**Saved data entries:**
———

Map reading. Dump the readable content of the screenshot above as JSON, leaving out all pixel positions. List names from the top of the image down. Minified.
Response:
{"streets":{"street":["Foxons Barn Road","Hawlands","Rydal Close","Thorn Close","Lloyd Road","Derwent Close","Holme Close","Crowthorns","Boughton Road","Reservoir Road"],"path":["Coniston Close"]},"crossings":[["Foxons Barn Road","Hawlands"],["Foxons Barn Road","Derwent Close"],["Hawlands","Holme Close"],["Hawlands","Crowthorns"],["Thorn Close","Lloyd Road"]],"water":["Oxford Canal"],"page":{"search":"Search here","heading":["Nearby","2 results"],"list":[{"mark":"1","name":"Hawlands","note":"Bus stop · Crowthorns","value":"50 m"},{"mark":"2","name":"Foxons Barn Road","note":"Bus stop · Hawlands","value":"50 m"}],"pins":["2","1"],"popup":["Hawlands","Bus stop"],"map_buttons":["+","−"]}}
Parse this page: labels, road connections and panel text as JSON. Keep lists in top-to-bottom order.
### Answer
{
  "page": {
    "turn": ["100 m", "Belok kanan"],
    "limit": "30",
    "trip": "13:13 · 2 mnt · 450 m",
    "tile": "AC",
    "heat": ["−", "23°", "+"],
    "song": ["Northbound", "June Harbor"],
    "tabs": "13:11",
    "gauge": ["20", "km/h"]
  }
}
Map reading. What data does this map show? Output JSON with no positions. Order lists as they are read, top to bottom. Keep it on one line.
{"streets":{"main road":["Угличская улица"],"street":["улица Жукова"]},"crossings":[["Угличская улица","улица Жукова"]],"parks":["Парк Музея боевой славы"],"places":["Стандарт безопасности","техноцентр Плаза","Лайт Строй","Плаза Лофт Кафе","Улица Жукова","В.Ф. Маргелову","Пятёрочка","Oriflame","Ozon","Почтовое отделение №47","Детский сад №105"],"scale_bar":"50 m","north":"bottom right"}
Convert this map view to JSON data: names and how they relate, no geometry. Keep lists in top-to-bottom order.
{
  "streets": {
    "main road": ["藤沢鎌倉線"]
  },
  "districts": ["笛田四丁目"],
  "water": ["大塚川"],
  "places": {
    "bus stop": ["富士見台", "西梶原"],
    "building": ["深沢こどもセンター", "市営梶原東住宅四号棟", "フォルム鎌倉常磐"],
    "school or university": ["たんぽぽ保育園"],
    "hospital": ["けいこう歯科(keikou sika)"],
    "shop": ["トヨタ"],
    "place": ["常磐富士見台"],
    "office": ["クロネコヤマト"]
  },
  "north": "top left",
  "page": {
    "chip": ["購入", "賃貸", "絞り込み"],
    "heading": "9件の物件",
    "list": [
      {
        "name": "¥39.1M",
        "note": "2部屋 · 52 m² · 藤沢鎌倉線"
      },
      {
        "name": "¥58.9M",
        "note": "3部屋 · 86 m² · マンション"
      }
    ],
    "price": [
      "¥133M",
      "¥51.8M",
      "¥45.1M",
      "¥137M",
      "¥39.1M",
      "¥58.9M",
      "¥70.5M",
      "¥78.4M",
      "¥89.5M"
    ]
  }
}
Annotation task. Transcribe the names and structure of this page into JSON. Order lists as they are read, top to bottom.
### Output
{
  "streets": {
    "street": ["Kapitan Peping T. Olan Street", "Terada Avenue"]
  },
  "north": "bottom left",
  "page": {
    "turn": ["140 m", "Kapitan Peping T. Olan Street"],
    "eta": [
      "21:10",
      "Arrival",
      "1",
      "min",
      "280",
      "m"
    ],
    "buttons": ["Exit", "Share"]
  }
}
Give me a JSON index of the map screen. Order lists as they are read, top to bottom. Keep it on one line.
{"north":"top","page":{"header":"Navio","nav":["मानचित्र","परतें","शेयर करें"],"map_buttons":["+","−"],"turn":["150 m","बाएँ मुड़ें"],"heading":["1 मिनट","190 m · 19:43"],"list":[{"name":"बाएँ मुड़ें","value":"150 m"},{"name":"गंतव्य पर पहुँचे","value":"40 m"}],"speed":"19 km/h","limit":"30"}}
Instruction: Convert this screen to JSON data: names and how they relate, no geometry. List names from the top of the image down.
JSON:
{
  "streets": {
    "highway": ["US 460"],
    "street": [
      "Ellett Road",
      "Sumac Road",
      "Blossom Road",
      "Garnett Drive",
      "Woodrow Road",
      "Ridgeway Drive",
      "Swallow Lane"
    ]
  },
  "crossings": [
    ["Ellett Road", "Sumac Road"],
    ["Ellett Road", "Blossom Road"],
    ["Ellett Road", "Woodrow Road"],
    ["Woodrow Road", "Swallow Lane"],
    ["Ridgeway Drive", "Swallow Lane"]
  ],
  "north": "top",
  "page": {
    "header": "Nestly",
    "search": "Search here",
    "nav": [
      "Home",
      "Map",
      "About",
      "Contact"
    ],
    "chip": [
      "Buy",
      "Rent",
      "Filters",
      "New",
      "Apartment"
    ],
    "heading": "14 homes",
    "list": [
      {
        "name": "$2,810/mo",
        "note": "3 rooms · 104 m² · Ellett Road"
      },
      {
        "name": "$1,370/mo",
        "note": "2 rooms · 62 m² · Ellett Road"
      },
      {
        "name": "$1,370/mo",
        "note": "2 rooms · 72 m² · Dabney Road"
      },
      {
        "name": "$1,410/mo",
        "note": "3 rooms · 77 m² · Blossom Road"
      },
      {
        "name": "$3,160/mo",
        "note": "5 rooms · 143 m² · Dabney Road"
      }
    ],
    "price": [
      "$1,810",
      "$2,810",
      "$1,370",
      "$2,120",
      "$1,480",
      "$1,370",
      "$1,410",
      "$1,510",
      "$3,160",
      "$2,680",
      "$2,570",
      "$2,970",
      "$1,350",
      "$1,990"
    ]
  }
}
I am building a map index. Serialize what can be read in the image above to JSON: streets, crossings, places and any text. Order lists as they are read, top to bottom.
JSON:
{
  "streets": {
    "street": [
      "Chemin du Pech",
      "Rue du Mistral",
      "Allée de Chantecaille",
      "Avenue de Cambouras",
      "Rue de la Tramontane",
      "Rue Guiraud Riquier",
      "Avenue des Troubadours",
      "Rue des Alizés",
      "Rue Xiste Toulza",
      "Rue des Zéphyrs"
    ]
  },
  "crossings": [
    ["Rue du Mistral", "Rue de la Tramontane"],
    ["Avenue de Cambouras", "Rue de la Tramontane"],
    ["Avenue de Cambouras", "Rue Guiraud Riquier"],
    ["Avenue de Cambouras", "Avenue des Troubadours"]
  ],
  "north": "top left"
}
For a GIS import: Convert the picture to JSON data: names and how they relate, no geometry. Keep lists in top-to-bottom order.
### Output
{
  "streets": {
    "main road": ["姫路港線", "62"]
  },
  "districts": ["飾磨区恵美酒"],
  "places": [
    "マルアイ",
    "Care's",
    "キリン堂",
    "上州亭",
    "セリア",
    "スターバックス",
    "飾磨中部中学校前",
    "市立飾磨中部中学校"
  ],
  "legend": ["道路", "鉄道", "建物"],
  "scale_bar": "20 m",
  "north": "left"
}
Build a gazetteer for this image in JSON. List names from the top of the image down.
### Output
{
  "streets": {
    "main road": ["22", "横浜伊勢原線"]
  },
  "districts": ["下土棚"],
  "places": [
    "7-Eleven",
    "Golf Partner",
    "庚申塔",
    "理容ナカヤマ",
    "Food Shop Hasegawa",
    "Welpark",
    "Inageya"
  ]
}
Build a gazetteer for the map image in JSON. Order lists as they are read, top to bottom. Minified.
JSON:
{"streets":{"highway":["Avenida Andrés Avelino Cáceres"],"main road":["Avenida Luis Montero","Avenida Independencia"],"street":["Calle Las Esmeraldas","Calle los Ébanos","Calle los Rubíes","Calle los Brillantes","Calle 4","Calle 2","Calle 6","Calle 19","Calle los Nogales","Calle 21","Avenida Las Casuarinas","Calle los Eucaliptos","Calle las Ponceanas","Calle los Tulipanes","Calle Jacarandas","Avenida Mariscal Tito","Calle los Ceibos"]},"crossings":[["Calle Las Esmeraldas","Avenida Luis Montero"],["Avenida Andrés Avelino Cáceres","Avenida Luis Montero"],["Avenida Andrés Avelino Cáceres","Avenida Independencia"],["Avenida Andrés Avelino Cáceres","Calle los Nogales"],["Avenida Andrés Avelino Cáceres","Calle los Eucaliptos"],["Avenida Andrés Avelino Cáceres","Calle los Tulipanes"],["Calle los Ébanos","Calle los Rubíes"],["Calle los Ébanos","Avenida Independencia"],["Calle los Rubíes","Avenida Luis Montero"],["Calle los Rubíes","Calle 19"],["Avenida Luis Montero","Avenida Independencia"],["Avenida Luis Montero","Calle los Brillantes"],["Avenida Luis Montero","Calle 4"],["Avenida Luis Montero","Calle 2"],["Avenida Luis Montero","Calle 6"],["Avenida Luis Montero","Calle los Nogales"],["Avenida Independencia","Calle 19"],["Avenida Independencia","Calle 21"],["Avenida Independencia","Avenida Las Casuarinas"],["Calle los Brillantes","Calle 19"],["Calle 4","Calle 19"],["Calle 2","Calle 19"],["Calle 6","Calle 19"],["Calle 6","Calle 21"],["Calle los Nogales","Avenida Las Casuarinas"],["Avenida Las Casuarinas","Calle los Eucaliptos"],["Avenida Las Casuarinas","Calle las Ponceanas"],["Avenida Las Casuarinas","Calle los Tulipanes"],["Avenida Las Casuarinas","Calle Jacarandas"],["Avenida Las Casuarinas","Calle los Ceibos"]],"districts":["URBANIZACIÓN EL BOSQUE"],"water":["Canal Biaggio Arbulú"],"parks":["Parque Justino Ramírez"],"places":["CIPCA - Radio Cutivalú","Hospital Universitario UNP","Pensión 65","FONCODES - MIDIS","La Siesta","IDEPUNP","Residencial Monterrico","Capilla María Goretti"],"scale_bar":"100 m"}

———

**What is expected:**
Your response should be the lines of the entries above that include the string "from".

**Answer to the problem:**
Map reading. Dump the readable content of the screenshot above as JSON, leaving out all pixel positions. List names from the top of the image down. Minified.
Instruction: Convert this screen to JSON data: names and how they relate, no geometry. List names from the top of the image down.
Build a gazetteer for this image in JSON. List names from the top of the image down.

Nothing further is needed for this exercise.